-- Data shown follows --

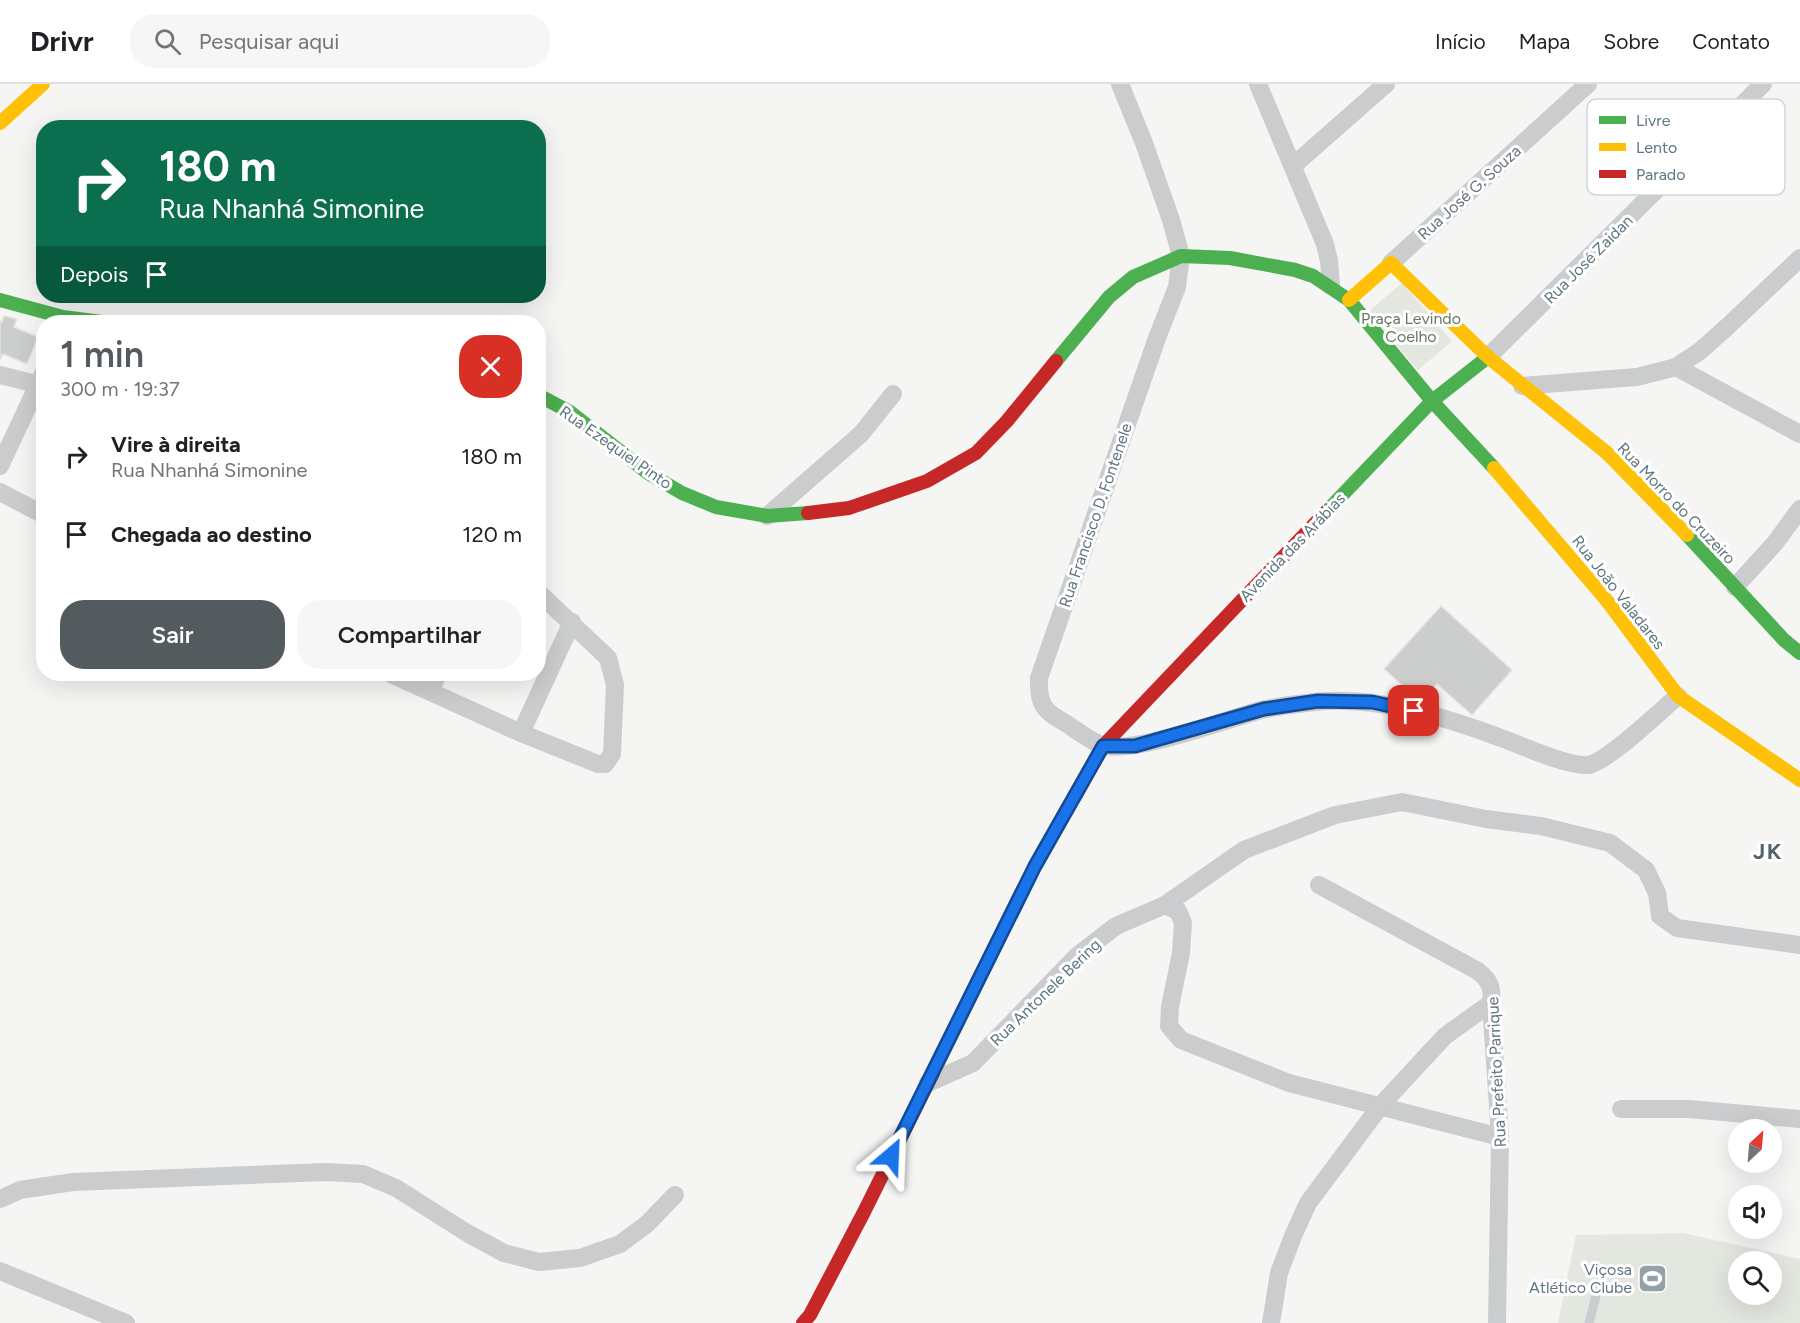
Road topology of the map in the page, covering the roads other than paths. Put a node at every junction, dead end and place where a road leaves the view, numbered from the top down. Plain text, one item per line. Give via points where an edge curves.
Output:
1 (43, 84) edge
2 (1120, 84) edge
3 (1258, 84) edge
4 (1386, 84) edge
5 (1588, 84) edge
6 (1763, 84) edge
7 (1748, 99) edge
8 (0, 123) edge
9 (1294, 165) junction
10 (1651, 195) edge
11 (1181, 256) junction
12 (1800, 258) edge
13 (1391, 263) junction
14 (1331, 286) junction
15 (0, 300) edge
16 (1349, 300) junction
17 (46, 315) edge
18 (1488, 357) junction
19 (1676, 367) junction
20 (0, 375) edge
21 (36, 380) edge
22 (1522, 386) junction
23 (36, 393) edge
24 (893, 394) dead end
25 (546, 399) edge
26 (1432, 401) junction
27 (1800, 434) edge
28 (0, 466) edge
29 (0, 492) edge
30 (1800, 509) edge
31 (36, 510) edge
32 (766, 516) junction
33 (1735, 586) junction
34 (546, 599) edge
35 (572, 622) junction
36 (1800, 652) edge
37 (546, 680) edge
38 (408, 681) edge
39 (435, 681) edge
40 (545, 681) edge
41 (430, 691) junction
42 (1678, 696) junction
43 (522, 733) junction
44 (1103, 746) junction
45 (1800, 780) edge
46 (1319, 885) dead end
47 (1165, 905) junction
48 (1800, 945) edge
49 (1491, 1003) junction
50 (928, 1083) junction
51 (1382, 1105) junction
52 (1621, 1109) dead end
53 (1800, 1119) edge
54 (1500, 1137) junction
55 (675, 1195) dead end
56 (0, 1199) edge
57 (0, 1271) edge
58 (1600, 1281) dead end
59 (808, 1320) edge
60 (126, 1323) edge
61 (1271, 1323) edge
62 (1497, 1323) edge
63 (1589, 1323) edge

1 - 8 street
2 - 11 street
3 - 9 street
4 - 9 street
5 - 13 street, Rua José G. Souza
6 - 7 street, Rua José Zaidan
9 - 14 street via 1325,244
10 - 18 street, Rua José Zaidan
11 - 14 street, Rua João Valadares via 1230,258 1275,266 1313,276
11 - 32 street, Rua Ezequiel Pinto via 1133,277 1109,297 976,453 927,481 849,508
11 - 44 street, Rua Francisco D. Fontenele via 1177,287 1039,678 1038,696 1045,708
12 - 19 street via 1700,351
13 - 16 street, Rua José G. Souza
13 - 18 street, Rua Morro do Cruzeiro
14 - 16 street, Rua João Valadares
15 - 17 street
16 - 26 street, Rua João Valadares
18 - 22 street, Rua Morro do Cruzeiro
18 - 26 street, Avenida das Arábias
19 - 22 street via 1637,377
19 - 27 street
20 - 21 street
22 - 33 street, Rua Morro do Cruzeiro via 1606,453
23 - 28 street
24 - 32 street via 861,434
25 - 32 street, Rua Ezequiel Pinto via 570,412 648,473 682,493 716,507
26 - 42 street, Rua João Valadares via 1594,585
26 - 44 street, Avenida das Arábias
29 - 31 street
30 - 33 street
33 - 36 street, Rua Morro do Cruzeiro
34 - 35 street
35 - 37 street
35 - 43 street via 608,658 615,685 612,754 604,764 597,764
38 - 41 street
39 - 41 street
40 - 43 street
41 - 43 street
42 - 44 street via 1608,756 1589,765 1570,763 1430,715 1372,702 1318,701 1264,709 1135,746
42 - 45 street, Rua João Valadares
44 - 50 street, Avenida das Arábias via 1035,866
46 - 49 street, Rua Prefeito Parrique via 1478,971 1489,980
47 - 48 street, Rua Antonele Bering via 1244,850 1335,815 1402,802 1541,826 1610,843 1646,870 1657,893 1660,916 1677,928
47 - 50 street, Rua Antonele Bering via 1116,926 1077,956 973,1063
47 - 51 street via 1178,911 1183,923 1169,1026 1181,1040 1289,1083
49 - 51 street via 1445,1036
49 - 54 street, Rua Prefeito Parrique
50 - 59 street, Avenida das Arábias
51 - 54 street
51 - 61 street via 1308,1203 1279,1273
52 - 53 street via 1689,1109
54 - 62 street, Rua Prefeito Parrique
55 - 56 street via 647,1224 620,1244 580,1258 538,1262 504,1253 396,1188 363,1174 326,1172 73,1182 20,1190
57 - 60 street
58 - 63 lane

-- Data shown concluded --

» Directions for this task: Copy each entry exactly as written, and drop the pictures from the copy.

» Answer to this exercise:
Road topology of the map in the page, covering the roads other than paths. Put a node at every junction, dead end and place where a road leaves the view, numbered from the top down. Plain text, one item per line. Give via points where an edge curves.
Output:
1 (43, 84) edge
2 (1120, 84) edge
3 (1258, 84) edge
4 (1386, 84) edge
5 (1588, 84) edge
6 (1763, 84) edge
7 (1748, 99) edge
8 (0, 123) edge
9 (1294, 165) junction
10 (1651, 195) edge
11 (1181, 256) junction
12 (1800, 258) edge
13 (1391, 263) junction
14 (1331, 286) junction
15 (0, 300) edge
16 (1349, 300) junction
17 (46, 315) edge
18 (1488, 357) junction
19 (1676, 367) junction
20 (0, 375) edge
21 (36, 380) edge
22 (1522, 386) junction
23 (36, 393) edge
24 (893, 394) dead end
25 (546, 399) edge
26 (1432, 401) junction
27 (1800, 434) edge
28 (0, 466) edge
29 (0, 492) edge
30 (1800, 509) edge
31 (36, 510) edge
32 (766, 516) junction
33 (1735, 586) junction
34 (546, 599) edge
35 (572, 622) junction
36 (1800, 652) edge
37 (546, 680) edge
38 (408, 681) edge
39 (435, 681) edge
40 (545, 681) edge
41 (430, 691) junction
42 (1678, 696) junction
43 (522, 733) junction
44 (1103, 746) junction
45 (1800, 780) edge
46 (1319, 885) dead end
47 (1165, 905) junction
48 (1800, 945) edge
49 (1491, 1003) junction
50 (928, 1083) junction
51 (1382, 1105) junction
52 (1621, 1109) dead end
53 (1800, 1119) edge
54 (1500, 1137) junction
55 (675, 1195) dead end
56 (0, 1199) edge
57 (0, 1271) edge
58 (1600, 1281) dead end
59 (808, 1320) edge
60 (126, 1323) edge
61 (1271, 1323) edge
62 (1497, 1323) edge
63 (1589, 1323) edge

1 - 8 street
2 - 11 street
3 - 9 street
4 - 9 street
5 - 13 street, Rua José G. Souza
6 - 7 street, Rua José Zaidan
9 - 14 street via 1325,244
10 - 18 street, Rua José Zaidan
11 - 14 street, Rua João Valadares via 1230,258 1275,266 1313,276
11 - 32 street, Rua Ezequiel Pinto via 1133,277 1109,297 976,453 927,481 849,508
11 - 44 street, Rua Francisco D. Fontenele via 1177,287 1039,678 1038,696 1045,708
12 - 19 street via 1700,351
13 - 16 street, Rua José G. Souza
13 - 18 street, Rua Morro do Cruzeiro
14 - 16 street, Rua João Valadares
15 - 17 street
16 - 26 street, Rua João Valadares
18 - 22 street, Rua Morro do Cruzeiro
18 - 26 street, Avenida das Arábias
19 - 22 street via 1637,377
19 - 27 street
20 - 21 street
22 - 33 street, Rua Morro do Cruzeiro via 1606,453
23 - 28 street
24 - 32 street via 861,434
25 - 32 street, Rua Ezequiel Pinto via 570,412 648,473 682,493 716,507
26 - 42 street, Rua João Valadares via 1594,585
26 - 44 street, Avenida das Arábias
29 - 31 street
30 - 33 street
33 - 36 street, Rua Morro do Cruzeiro
34 - 35 street
35 - 37 street
35 - 43 street via 608,658 615,685 612,754 604,764 597,764
38 - 41 street
39 - 41 street
40 - 43 street
41 - 43 street
42 - 44 street via 1608,756 1589,765 1570,763 1430,715 1372,702 1318,701 1264,709 1135,746
42 - 45 street, Rua João Valadares
44 - 50 street, Avenida das Arábias via 1035,866
46 - 49 street, Rua Prefeito Parrique via 1478,971 1489,980
47 - 48 street, Rua Antonele Bering via 1244,850 1335,815 1402,802 1541,826 1610,843 1646,870 1657,893 1660,916 1677,928
47 - 50 street, Rua Antonele Bering via 1116,926 1077,956 973,1063
47 - 51 street via 1178,911 1183,923 1169,1026 1181,1040 1289,1083
49 - 51 street via 1445,1036
49 - 54 street, Rua Prefeito Parrique
50 - 59 street, Avenida das Arábias
51 - 54 street
51 - 61 street via 1308,1203 1279,1273
52 - 53 street via 1689,1109
54 - 62 street, Rua Prefeito Parrique
55 - 56 street via 647,1224 620,1244 580,1258 538,1262 504,1253 396,1188 363,1174 326,1172 73,1182 20,1190
57 - 60 street
58 - 63 lane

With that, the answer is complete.